# [Description of the task]
The response must reproduce exactly every line of the material below holding the word "that".

# [Dataset]

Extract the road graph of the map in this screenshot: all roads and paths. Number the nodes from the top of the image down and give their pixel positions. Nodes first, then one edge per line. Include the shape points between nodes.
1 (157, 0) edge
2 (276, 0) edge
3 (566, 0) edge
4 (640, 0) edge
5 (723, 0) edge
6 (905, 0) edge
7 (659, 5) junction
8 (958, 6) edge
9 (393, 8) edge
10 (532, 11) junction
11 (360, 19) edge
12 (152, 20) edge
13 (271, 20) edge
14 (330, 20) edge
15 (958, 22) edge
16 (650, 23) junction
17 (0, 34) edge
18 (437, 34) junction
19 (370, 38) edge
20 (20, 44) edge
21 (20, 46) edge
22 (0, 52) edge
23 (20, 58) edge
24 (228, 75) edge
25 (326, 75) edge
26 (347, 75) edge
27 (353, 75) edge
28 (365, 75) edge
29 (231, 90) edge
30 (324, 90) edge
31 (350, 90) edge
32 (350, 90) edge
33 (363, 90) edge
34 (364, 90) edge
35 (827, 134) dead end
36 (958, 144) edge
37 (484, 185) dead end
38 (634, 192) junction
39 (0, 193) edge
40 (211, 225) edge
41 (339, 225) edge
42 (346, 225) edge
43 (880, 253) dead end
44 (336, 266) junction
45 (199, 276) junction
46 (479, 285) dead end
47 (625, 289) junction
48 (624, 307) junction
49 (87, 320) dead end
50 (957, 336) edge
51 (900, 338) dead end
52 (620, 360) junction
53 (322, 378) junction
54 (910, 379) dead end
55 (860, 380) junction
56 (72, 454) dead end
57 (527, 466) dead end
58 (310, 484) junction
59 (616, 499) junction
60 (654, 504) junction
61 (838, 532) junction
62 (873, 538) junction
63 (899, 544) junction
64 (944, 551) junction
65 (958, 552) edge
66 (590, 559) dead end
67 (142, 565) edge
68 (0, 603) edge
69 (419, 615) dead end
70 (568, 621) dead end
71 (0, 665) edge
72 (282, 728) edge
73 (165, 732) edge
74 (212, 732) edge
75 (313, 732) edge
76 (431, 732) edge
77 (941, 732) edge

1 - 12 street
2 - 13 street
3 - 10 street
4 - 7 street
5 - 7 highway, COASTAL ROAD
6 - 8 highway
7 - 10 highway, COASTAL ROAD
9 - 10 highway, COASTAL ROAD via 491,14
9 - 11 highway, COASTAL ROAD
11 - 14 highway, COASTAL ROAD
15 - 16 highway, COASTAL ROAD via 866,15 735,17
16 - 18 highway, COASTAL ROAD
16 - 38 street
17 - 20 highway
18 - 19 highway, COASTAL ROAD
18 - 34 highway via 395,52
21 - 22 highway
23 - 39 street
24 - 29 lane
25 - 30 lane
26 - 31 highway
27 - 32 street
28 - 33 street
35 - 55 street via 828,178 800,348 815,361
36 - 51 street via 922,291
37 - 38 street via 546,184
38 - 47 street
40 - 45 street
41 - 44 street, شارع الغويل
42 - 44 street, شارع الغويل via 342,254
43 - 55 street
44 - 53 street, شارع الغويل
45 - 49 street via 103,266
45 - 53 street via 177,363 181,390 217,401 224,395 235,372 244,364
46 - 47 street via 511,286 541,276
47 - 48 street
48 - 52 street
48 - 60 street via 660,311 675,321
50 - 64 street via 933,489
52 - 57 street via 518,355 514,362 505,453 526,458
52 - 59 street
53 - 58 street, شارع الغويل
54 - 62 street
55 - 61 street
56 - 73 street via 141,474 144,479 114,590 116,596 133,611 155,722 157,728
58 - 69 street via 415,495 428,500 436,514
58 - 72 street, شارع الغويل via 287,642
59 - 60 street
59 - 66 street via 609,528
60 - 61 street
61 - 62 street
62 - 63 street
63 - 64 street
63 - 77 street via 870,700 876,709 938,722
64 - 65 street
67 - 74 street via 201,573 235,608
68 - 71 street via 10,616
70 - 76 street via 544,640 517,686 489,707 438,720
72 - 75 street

--

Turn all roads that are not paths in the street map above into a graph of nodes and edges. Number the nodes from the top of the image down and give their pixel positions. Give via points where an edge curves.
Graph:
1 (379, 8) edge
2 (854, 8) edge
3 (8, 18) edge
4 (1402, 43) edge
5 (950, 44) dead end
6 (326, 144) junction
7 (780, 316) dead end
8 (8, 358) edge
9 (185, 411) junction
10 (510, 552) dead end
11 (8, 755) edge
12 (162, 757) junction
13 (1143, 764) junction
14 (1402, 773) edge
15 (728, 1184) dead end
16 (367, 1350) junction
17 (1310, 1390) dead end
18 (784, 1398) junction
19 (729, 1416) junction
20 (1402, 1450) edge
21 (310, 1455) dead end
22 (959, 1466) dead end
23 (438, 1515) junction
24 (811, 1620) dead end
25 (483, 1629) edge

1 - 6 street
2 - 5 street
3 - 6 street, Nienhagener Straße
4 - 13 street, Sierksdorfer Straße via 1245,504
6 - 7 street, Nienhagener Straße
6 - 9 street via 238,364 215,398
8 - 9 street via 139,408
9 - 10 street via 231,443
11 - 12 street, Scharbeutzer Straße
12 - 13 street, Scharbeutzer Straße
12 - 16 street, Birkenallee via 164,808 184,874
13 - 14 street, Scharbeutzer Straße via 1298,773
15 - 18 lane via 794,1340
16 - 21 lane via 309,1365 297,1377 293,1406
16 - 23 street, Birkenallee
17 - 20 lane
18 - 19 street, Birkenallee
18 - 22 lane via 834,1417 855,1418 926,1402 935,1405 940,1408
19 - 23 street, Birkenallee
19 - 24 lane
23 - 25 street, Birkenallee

* * *

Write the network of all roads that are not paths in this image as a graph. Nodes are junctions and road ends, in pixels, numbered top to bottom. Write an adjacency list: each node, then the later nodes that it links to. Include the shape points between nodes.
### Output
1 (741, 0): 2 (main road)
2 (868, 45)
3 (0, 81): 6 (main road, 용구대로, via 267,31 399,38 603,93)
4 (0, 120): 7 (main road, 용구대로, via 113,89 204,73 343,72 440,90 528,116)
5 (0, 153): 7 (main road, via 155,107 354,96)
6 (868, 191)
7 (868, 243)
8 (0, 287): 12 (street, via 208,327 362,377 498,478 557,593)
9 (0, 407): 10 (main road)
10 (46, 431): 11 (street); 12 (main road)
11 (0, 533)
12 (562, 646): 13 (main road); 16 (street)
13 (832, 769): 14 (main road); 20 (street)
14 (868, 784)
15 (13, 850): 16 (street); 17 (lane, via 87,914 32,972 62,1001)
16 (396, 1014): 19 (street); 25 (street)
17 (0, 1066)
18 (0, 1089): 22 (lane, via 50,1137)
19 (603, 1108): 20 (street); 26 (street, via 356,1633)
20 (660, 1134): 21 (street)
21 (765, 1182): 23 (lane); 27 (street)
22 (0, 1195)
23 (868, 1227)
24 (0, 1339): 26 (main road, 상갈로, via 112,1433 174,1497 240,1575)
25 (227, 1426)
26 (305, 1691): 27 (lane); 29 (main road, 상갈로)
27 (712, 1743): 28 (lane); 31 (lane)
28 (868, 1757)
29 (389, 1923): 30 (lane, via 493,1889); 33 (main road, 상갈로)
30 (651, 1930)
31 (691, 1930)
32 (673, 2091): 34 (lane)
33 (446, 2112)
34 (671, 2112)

# [Exercise result]
Turn all roads that are not paths in the street map above into a graph of nodes and edges. Number the nodes from the top of the image down and give their pixel positions. Give via points where an edge curves.
Write the network of all roads that are not paths in this image as a graph. Nodes are junctions and road ends, in pixels, numbered top to bottom. Write an adjacency list: each node, then the later nodes that it links to. Include the shape points between nodes.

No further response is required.